„Jedes zweite Atomkraftwerk macht Verlust“

Ökonomische Daumenschrauben hätten die AKWs schneller abgeschaltet als der Atomkonsens, meint der Wirtschaftsexperte Wolfgang Irrek

taz: Kann man 15 Jahre nach Tschernobyl in Deutschland mit einem Atomkraftwerk noch schwarze Zahlen schreiben?

Wolfgang Irrek: Ja. Trotz der gesunken Strompreise gibt es einen erheblichen finanziellen Anreiz, die Kernkraftwerke möglichst lange laufen zu lassen: Lukrativ ist vor allem das Nebengeschäft mit Zins- und Beteiligungserträgen aus den Geldern, die für Stillegung, Rückbau und Entsorgung zurückgestellt wurden.

Geld machen die Stromkonzerne also weniger mit der Stromerzeugung, als durch Finanzgeschäfte mit den Rückstellungen?
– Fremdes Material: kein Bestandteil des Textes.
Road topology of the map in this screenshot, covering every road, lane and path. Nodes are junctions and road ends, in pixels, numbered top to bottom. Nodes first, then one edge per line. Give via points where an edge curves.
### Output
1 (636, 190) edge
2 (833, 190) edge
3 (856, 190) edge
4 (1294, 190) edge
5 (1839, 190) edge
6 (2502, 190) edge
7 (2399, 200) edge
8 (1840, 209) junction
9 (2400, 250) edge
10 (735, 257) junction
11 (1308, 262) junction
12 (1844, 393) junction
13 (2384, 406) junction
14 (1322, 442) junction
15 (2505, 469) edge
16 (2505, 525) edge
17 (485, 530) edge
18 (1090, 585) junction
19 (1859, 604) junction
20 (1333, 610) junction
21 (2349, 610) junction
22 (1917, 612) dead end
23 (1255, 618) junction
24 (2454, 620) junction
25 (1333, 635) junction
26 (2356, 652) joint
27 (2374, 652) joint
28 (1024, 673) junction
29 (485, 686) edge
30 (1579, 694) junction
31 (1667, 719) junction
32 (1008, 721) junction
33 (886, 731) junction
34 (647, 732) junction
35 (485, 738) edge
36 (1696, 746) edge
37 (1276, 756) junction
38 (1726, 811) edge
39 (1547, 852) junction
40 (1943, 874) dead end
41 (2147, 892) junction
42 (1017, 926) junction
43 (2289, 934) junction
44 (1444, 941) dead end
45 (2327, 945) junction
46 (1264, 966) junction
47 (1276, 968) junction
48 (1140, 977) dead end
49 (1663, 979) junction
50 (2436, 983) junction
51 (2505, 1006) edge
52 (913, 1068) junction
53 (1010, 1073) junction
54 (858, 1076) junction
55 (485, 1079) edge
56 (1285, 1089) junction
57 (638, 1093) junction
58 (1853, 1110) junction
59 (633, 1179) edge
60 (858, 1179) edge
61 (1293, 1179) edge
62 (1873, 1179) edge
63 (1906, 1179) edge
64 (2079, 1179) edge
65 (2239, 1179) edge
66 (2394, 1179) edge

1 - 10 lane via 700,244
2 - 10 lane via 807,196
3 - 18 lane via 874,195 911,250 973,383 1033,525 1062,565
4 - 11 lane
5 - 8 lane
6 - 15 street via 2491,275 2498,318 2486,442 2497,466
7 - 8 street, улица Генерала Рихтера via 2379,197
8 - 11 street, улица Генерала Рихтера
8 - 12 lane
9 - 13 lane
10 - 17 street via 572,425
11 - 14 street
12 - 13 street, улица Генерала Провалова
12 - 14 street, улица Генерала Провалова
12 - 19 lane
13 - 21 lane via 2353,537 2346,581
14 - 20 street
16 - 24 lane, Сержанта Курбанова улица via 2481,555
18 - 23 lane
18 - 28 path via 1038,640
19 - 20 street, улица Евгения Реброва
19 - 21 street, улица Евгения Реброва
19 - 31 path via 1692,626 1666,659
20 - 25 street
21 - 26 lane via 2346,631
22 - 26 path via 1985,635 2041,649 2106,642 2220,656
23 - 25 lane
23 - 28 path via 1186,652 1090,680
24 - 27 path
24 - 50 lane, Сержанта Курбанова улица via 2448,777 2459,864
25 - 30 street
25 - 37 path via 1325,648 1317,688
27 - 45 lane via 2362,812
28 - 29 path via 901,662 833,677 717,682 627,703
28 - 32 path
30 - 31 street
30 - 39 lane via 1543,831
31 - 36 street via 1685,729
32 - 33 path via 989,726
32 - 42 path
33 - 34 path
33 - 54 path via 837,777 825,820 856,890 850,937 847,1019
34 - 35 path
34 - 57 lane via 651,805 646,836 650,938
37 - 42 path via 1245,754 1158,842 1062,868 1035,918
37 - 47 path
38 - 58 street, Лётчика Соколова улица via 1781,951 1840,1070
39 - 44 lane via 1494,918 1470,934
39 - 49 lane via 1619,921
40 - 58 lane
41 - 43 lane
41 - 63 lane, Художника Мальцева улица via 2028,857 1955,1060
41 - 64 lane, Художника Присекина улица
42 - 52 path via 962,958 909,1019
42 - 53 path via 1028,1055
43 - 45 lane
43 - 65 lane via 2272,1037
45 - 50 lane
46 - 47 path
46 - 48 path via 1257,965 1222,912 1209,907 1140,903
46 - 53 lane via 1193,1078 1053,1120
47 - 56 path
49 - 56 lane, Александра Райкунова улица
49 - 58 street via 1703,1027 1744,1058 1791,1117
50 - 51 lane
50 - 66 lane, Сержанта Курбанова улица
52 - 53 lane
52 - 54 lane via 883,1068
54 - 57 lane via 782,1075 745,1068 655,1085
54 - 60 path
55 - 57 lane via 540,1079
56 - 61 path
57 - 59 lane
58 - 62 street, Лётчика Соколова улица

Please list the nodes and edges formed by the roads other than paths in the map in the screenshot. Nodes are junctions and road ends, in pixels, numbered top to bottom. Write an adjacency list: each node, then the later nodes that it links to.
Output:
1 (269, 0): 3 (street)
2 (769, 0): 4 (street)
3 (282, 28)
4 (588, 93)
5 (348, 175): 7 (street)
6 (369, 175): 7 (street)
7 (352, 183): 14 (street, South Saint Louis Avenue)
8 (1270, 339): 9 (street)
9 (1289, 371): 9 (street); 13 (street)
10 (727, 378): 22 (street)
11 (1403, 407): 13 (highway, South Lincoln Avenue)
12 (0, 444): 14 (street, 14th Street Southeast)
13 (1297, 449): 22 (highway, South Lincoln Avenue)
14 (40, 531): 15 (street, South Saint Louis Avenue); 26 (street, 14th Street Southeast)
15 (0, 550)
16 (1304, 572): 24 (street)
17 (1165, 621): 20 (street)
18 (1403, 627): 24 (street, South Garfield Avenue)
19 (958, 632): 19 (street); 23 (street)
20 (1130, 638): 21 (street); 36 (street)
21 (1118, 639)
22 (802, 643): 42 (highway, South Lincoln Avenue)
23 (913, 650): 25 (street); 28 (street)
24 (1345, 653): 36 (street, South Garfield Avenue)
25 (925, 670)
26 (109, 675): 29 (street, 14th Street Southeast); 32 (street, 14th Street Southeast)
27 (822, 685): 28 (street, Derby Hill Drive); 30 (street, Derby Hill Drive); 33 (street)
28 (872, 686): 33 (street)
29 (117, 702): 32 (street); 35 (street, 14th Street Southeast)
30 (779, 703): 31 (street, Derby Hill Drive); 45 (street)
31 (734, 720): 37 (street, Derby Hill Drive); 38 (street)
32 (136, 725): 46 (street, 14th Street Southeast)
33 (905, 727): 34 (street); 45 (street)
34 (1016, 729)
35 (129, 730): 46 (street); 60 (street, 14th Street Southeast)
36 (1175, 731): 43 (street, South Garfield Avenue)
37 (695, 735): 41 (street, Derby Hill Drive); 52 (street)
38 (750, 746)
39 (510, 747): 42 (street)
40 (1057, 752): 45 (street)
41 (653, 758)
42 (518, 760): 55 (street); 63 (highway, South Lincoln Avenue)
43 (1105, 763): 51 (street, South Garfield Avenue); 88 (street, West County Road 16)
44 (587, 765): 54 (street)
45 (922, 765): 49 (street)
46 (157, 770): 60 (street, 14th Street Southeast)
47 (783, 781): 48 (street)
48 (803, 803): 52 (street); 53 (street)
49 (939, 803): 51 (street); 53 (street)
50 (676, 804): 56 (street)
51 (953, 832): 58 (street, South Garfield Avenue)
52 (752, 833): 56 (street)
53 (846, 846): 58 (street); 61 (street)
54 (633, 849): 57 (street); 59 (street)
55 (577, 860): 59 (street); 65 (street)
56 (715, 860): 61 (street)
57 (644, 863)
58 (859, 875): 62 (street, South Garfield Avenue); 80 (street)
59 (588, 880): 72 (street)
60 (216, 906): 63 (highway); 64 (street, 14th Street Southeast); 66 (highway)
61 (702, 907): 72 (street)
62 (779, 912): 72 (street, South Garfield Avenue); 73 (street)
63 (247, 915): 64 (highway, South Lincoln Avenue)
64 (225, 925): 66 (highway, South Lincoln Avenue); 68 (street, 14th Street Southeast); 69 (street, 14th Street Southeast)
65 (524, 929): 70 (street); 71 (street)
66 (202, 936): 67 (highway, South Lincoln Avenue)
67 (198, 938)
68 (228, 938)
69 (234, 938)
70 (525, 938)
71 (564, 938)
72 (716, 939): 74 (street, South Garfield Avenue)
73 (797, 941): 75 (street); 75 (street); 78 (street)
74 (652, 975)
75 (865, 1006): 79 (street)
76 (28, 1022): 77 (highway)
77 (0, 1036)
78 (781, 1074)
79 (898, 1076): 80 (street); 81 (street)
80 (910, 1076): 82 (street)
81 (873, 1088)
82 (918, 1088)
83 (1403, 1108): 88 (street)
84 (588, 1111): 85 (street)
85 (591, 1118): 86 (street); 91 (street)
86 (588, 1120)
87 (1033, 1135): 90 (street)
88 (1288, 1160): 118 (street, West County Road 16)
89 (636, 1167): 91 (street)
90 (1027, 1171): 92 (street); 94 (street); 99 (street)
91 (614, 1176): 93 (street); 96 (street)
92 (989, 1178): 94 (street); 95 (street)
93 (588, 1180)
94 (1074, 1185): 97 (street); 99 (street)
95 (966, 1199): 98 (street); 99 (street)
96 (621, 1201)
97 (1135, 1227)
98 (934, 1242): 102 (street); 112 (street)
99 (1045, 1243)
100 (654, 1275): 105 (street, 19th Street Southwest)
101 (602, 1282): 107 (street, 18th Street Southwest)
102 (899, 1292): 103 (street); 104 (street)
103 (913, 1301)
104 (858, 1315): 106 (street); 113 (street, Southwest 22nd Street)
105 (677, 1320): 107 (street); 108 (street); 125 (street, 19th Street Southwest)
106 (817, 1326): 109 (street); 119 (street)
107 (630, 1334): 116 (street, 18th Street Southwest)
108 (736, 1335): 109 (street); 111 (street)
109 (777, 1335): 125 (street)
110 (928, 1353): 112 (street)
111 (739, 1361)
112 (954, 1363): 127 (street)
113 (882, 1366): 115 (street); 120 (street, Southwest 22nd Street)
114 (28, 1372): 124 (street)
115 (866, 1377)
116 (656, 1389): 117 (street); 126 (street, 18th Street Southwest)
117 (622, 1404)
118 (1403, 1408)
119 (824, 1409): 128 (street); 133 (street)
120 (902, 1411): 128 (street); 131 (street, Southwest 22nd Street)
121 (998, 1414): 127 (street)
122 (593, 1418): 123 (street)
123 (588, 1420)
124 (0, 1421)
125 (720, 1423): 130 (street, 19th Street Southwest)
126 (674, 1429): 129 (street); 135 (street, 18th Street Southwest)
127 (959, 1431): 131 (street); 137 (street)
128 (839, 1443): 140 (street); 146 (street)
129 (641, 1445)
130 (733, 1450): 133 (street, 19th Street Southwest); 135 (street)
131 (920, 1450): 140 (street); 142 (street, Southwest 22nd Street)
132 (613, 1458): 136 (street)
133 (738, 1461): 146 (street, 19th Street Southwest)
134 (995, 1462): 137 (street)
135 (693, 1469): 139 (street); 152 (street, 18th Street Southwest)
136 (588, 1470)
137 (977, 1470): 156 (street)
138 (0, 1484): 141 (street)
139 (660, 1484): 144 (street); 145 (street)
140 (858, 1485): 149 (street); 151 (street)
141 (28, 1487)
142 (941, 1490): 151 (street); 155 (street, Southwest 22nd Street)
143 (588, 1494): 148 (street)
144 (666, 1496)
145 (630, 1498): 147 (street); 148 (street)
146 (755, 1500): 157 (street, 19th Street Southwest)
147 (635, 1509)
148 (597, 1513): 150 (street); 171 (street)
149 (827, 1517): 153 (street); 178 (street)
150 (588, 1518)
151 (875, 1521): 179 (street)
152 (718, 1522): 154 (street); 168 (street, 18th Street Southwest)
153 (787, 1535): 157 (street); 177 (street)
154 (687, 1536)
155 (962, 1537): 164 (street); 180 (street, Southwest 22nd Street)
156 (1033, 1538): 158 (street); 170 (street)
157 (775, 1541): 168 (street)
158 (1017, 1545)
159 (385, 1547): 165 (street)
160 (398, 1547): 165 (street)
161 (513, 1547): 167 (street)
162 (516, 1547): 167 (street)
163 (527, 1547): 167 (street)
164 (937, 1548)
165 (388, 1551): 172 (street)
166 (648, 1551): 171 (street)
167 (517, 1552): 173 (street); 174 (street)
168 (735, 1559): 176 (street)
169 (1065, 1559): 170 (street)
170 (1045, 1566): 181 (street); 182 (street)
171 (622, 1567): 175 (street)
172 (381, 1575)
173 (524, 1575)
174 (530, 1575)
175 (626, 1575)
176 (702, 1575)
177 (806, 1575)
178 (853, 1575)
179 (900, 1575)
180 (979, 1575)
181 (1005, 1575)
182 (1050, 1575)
Die Hälfte der deutschen AKWs, die neueren Anlagen, produzieren ihren Strom auch ohne Einrechnung dieser Zins- und Beteiligungserträge wirtschaftlich. Die andere Hälfte schreibt ohne diese Erträge rote Zahlen.

Belasten die Kosten für die Entsorgung des Atommülls nicht die Bilanz der AKWs?

Die direkte Endlagerung ist wesentlich kostengünstiger. Das Öko-Institut hat errechnet, dass die Wiederaufarbeitung zwischen etwa 4.700 und 9.300 Mark pro Kilogramm Atommüll kostet. Bei der direkten Endlagerung dagegen geht man von einem Preis zwischen 1.700 und 3.400 Mark pro Kilo aus.

Die billigste Wiederaufarbeitung ist also immer noch teurer als die teuerste direkte Lagerung?

Genau.

Warum transportieren die Betreiber dann den Müll wie jetzt gerade nach Sellafield?

Es gibt bestehende Verträge, und die liefern den Betreibern ja auch einen Entsorgungsnachweis. Den hätte man aber gemäß Atomkonsens auch durch ein Zwischenlager.

Es gibt also für die AKW-Betreiber keinen wirtschaftlichen Grund für die umstrittenen Transporte, außer der Angst vor Vertragsstrafen?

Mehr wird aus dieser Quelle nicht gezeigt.